■ Aim of the task:
Please repeat all of the listing exactly.

= = =

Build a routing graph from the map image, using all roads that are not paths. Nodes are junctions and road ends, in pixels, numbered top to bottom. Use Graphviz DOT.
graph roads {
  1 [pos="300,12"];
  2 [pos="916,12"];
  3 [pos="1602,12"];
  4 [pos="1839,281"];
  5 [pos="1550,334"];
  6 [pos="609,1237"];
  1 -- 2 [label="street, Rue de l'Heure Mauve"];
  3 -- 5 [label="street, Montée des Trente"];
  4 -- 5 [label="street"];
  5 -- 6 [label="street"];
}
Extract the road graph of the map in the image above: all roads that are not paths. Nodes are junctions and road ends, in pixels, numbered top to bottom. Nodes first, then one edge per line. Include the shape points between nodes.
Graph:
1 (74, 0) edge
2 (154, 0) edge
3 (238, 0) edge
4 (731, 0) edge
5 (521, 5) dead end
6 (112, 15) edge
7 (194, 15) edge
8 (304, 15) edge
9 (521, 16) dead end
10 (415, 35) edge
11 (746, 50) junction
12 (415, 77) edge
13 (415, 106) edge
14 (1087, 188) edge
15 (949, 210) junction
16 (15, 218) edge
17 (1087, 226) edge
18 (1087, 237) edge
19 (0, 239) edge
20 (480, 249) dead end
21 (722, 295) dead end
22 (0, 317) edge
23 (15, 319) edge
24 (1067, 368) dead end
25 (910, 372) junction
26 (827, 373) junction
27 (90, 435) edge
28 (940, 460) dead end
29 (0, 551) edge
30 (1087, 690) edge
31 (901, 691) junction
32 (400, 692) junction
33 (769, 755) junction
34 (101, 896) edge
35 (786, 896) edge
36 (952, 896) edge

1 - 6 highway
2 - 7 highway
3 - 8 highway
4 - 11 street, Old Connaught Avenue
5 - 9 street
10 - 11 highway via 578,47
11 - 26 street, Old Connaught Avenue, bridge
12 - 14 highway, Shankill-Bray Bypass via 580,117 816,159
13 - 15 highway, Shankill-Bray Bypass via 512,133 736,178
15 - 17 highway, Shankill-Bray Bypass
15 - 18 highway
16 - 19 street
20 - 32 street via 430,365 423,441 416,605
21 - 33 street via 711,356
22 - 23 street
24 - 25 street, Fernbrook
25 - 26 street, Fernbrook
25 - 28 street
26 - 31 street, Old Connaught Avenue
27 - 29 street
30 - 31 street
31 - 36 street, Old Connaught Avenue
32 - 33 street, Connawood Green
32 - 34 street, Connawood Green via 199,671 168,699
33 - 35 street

= = =

■ Output for this exercise:
Build a routing graph from the map image, using all roads that are not paths. Nodes are junctions and road ends, in pixels, numbered top to bottom. Use Graphviz DOT.
graph roads {
  1 [pos="300,12"];
  2 [pos="916,12"];
  3 [pos="1602,12"];
  4 [pos="1839,281"];
  5 [pos="1550,334"];
  6 [pos="609,1237"];
  1 -- 2 [label="street, Rue de l'Heure Mauve"];
  3 -- 5 [label="street, Montée des Trente"];
  4 -- 5 [label="street"];
  5 -- 6 [label="street"];
}
Extract the road graph of the map in the image above: all roads that are not paths. Nodes are junctions and road ends, in pixels, numbered top to bottom. Nodes first, then one edge per line. Include the shape points between nodes.
Graph:
1 (74, 0) edge
2 (154, 0) edge
3 (238, 0) edge
4 (731, 0) edge
5 (521, 5) dead end
6 (112, 15) edge
7 (194, 15) edge
8 (304, 15) edge
9 (521, 16) dead end
10 (415, 35) edge
11 (746, 50) junction
12 (415, 77) edge
13 (415, 106) edge
14 (1087, 188) edge
15 (949, 210) junction
16 (15, 218) edge
17 (1087, 226) edge
18 (1087, 237) edge
19 (0, 239) edge
20 (480, 249) dead end
21 (722, 295) dead end
22 (0, 317) edge
23 (15, 319) edge
24 (1067, 368) dead end
25 (910, 372) junction
26 (827, 373) junction
27 (90, 435) edge
28 (940, 460) dead end
29 (0, 551) edge
30 (1087, 690) edge
31 (901, 691) junction
32 (400, 692) junction
33 (769, 755) junction
34 (101, 896) edge
35 (786, 896) edge
36 (952, 896) edge

1 - 6 highway
2 - 7 highway
3 - 8 highway
4 - 11 street, Old Connaught Avenue
5 - 9 street
10 - 11 highway via 578,47
11 - 26 street, Old Connaught Avenue, bridge
12 - 14 highway, Shankill-Bray Bypass via 580,117 816,159
13 - 15 highway, Shankill-Bray Bypass via 512,133 736,178
15 - 17 highway, Shankill-Bray Bypass
15 - 18 highway
16 - 19 street
20 - 32 street via 430,365 423,441 416,605
21 - 33 street via 711,356
22 - 23 street
24 - 25 street, Fernbrook
25 - 26 street, Fernbrook
25 - 28 street
26 - 31 street, Old Connaught Avenue
27 - 29 street
30 - 31 street
31 - 36 street, Old Connaught Avenue
32 - 33 street, Connawood Green
32 - 34 street, Connawood Green via 199,671 168,699
33 - 35 street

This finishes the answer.